Named and shortly described by Squeak Central (then "The Squeak Team") in "Programming in Morphic".

"This is the kind of programming for which Morphic was originally designed, and excellent examples of clean and attractive style using that approach can be found, for example, in BookPageSorterMorph and EnvelopeEditorMorph.

In "Classic Morphic Programming" style, you define your own subclasses of one or more generic Morph classes, and blend them into a working subsystem. Here, you're directly extending Morphic, in grand and time-honored Smalltalk manner. The fundamental tool here is the Browser: you locate and familiarize yourself with particular Morphic classes, and you then subclass the ones that you decide are appropriate for your application.

Most current Squeak users will prefer this traditional, mature, analytic, browser-based Smalltalk approach."

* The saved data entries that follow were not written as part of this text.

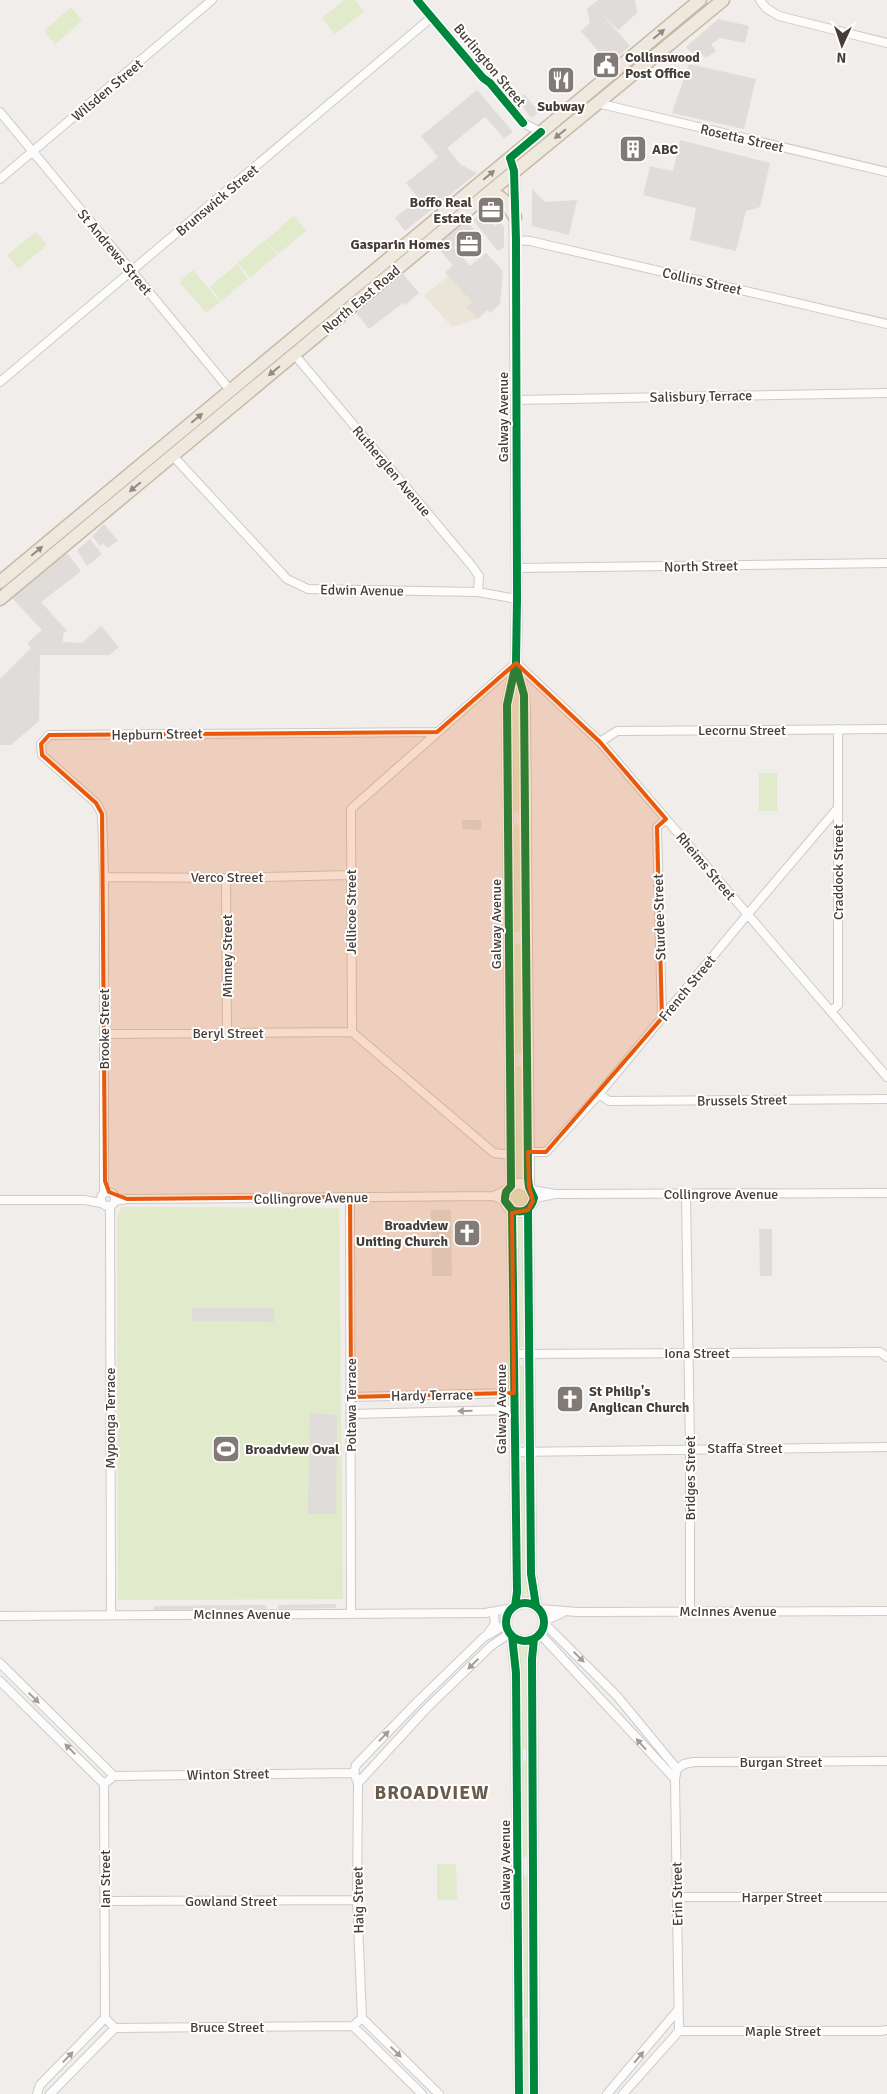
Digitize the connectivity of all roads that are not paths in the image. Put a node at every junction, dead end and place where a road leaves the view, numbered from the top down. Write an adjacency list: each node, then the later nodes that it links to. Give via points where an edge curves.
1 (212, 0): 12 (street, Wilsden Street)
2 (417, 0): 7 (street, Burlington Street)
3 (723, 0): 6 (highway, North East Road)
4 (760, 0): 8 (street, via 779,16)
5 (696, 1): 6 (highway); 11 (highway, North East Road, one-way to 5)
6 (705, 15): 9 (highway, North East Road)
7 (432, 17): 11 (street, Burlington Street, via 523,123); 20 (street, Brunswick Street)
8 (887, 43)
9 (597, 103): 14 (highway, North East Road, one-way to 14); 15 (street, Rosetta Street)
10 (0, 112): 12 (street, St Andrews Street)
11 (540, 132): 13 (highway, North East Road)
12 (32, 153): 16 (street, Wilsden Street); 20 (street, St Andrews Street)
13 (510, 158): 14 (highway); 24 (highway, North East Road, one-way to 13)
14 (514, 171): 17 (highway, North East Road); 18 (street, Galway Avenue)
15 (887, 172)
16 (0, 179)
17 (486, 194): 18 (highway, via 502,197); 22 (highway, North East Road)
18 (515, 217): 19 (street, Galway Avenue)
19 (516, 240): 21 (street, Collins Street); 26 (street, Galway Avenue)
20 (132, 272): 23 (street, Brunswick Street); 24 (street, St Andrews Street)
21 (887, 324)
22 (294, 354): 27 (highway, North East Road, one-way to 27); 32 (street, Rutherglen Avenue, via 472,566 479,576)
23 (0, 382)
24 (230, 390): 27 (highway); 31 (highway, North East Road, one-way to 24)
25 (887, 393): 26 (street, Salisbury Terrace)
26 (516, 400): 30 (street, Galway Avenue)
27 (239, 401): 28 (highway, North East Road)
28 (173, 456): 32 (street, Edwin Avenue, via 287,579 308,588); 34 (highway, North East Road, one-way to 34)
29 (887, 563): 30 (street, North Street)
30 (516, 568): 33 (street, Galway Avenue)
31 (0, 582)
32 (478, 592): 33 (street, Edwin Avenue)
33 (517, 598): 35 (street, Galway Avenue)
34 (0, 599)
35 (516, 663): 38 (street, Jellicoe Street); 39 (street, Rheims Street); 54 (street, Galway Avenue, via 524,695); 55 (street, Galway Avenue, via 507,705)
36 (887, 729): 37 (street, Lecornu Street)
37 (838, 730): 39 (street, Lecornu Street, via 616,731); 40 (street, Craddock Street)
38 (437, 732): 42 (street, Jellicoe Street, via 351,809); 43 (street, Hepburn Street, via 49,735 41,744 42,755 96,803 102,814)
39 (600, 742): 41 (street, Rheims Street)
40 (838, 809): 45 (street, French Street); 46 (street, Craddock Street, via 838,1005)
41 (666, 819): 45 (street, Rheims Street); 47 (street, Sturdee Street, via 657,827)
42 (350, 875): 44 (street, Verco Street); 48 (street, Jellicoe Street)
43 (104, 878): 44 (street, Verco Street); 50 (street, Brooke Street)
44 (226, 878): 49 (street, Minney Street)
45 (747, 915): 46 (street, Rheims Street); 47 (street, French Street)
46 (830, 1011): 51 (street, Rheims Street)
47 (662, 1018): 52 (street, French Street)
48 (352, 1032): 49 (street, Beryl Street); 55 (street, via 494,1153)
49 (227, 1033): 50 (street, Beryl Street)
50 (104, 1034): 62 (street, Brooke Street)
51 (887, 1077)
52 (599, 1094): 53 (street, Brussels Street, via 609,1101); 54 (street, French Street, via 546,1152)
53 (887, 1098)
54 (528, 1152): 57 (street, Galway Avenue)
55 (510, 1156): 56 (street, Galway Avenue)
56 (509, 1188): 57 (street, via 522,1184); 60 (street, Collingrove Avenue); 64 (street)
57 (531, 1192): 59 (street, Collingrove Avenue); 66 (street)
58 (887, 1193): 59 (street, Collingrove Avenue)
59 (686, 1194): 67 (street, Bridges Street)
60 (494, 1196): 61 (street, Collingrove Avenue); 64 (street, Collingrove Avenue)
61 (350, 1197): 62 (street, Collingrove Avenue); 72 (street, Poltawa Terrace)
62 (107, 1199): 63 (street, Collingrove Avenue); 87 (street, Myponga Terrace)
63 (0, 1200)
64 (505, 1201): 65 (street)
65 (512, 1210): 66 (street); 68 (street, Galway Avenue)
66 (528, 1210): 69 (street, Galway Avenue)
67 (689, 1353): 69 (street, Iona Street); 70 (street, Iona Street); 76 (street, Bridges Street)
68 (513, 1354): 69 (street, Iona Street); 71 (street, Galway Avenue)
69 (529, 1354): 77 (street, Galway Avenue)
70 (884, 1354)
71 (514, 1393): 72 (street, Hardy Terrace); 73 (street, Galway Avenue)
72 (351, 1397): 74 (street, Poltawa Terrace)
73 (514, 1410): 74 (street, Hardy Terrace, one-way to 74); 78 (street, Galway Avenue)
74 (352, 1414): 84 (street, Poltawa Terrace)
75 (887, 1447): 76 (street, Staffa Street)
76 (690, 1449): 77 (street, Staffa Street); 81 (street, Bridges Street)
77 (531, 1451): 78 (street, Staffa Street); 80 (street, Galway Avenue, via 532,1574)
78 (514, 1452): 79 (street, Galway Avenue, via 517,1592)
79 (514, 1607): 80 (street, via 525,1603); 85 (street, McInnes Avenue); 91 (street)
80 (538, 1608): 83 (street, McInnes Avenue); 90 (street)
81 (690, 1611): 82 (street, McInnes Avenue); 83 (street, McInnes Avenue)
82 (887, 1611)
83 (569, 1612): 86 (street, McInnes Avenue)
84 (351, 1613): 85 (street, McInnes Avenue); 87 (street, McInnes Avenue)
85 (484, 1613): 89 (street, McInnes Avenue)
86 (557, 1614): 90 (street, McInnes Avenue); 92 (street, via 554,1622)
87 (111, 1615): 88 (street, McInnes Avenue)
88 (0, 1616)
89 (494, 1616): 91 (street, McInnes Avenue); 94 (street, via 494,1624)
90 (544, 1622): 92 (street); 93 (street)
91 (509, 1628): 93 (street, via 523,1640); 94 (street); 102 (street, one-way to 102); 119 (street, Galway Avenue, via 516,1673)
92 (556, 1634): 98 (street, one-way to 98, via 618,1696)
93 (537, 1636): 101 (street, one-way to 93); 120 (street, Galway Avenue, via 532,1659)
94 (484, 1637): 99 (street, one-way to 94, via 356,1765)
95 (0, 1663): 100 (street, one-way to 100)
96 (0, 1682): 103 (street, one-way to 96)
97 (887, 1761): 98 (street, Burgan Street, via 694,1762)
98 (678, 1769): 101 (street, Erin Street)
99 (354, 1773): 100 (street, Winton Street); 102 (street, Haig Street)
100 (114, 1776): 103 (street)
101 (675, 1779): 104 (street, Erin Street)
102 (358, 1783): 106 (street, Haig Street)
103 (104, 1784): 107 (street, Ian Street)
104 (677, 1897): 105 (street, Harper Street); 108 (street, Erin Street)
105 (887, 1897)
106 (357, 1900): 107 (street, Gowland Street); 110 (street, Haig Street)
107 (105, 1901): 109 (street, Ian Street)
108 (678, 2010): 114 (street, Erin Street); 121 (street, one-way to 108)
109 (105, 2018): 112 (street); 115 (street, one-way to 109)
110 (362, 2018): 111 (street); 118 (street, one-way to 118)
111 (353, 2026): 112 (street, Bruce Street); 117 (street)
112 (115, 2028): 116 (street)
113 (887, 2030): 114 (street, Maple Street)
114 (679, 2031): 122 (street)
115 (36, 2094)
116 (50, 2094)
117 (422, 2094)
118 (439, 2094)
119 (519, 2094)
120 (534, 2094)
121 (607, 2094)
122 (623, 2094)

This is traditional Smalltalk programming, creating and modifying classes in a Smalltalk browser. The examples given in the introduction fall into this style. At this moment, it is the most effective way to develop applications. By applications I mean morphs that can be reused and maintained, useful for building end-user programs. It is also the most familiar way to a Smalltalk programmer. A basic tutorial by John Maloney is "Tutorial: Fun with the Morphic Graphics System". I will write one based on my Scrabble Game. You can download and study it, but the complete tutorial is not written yet.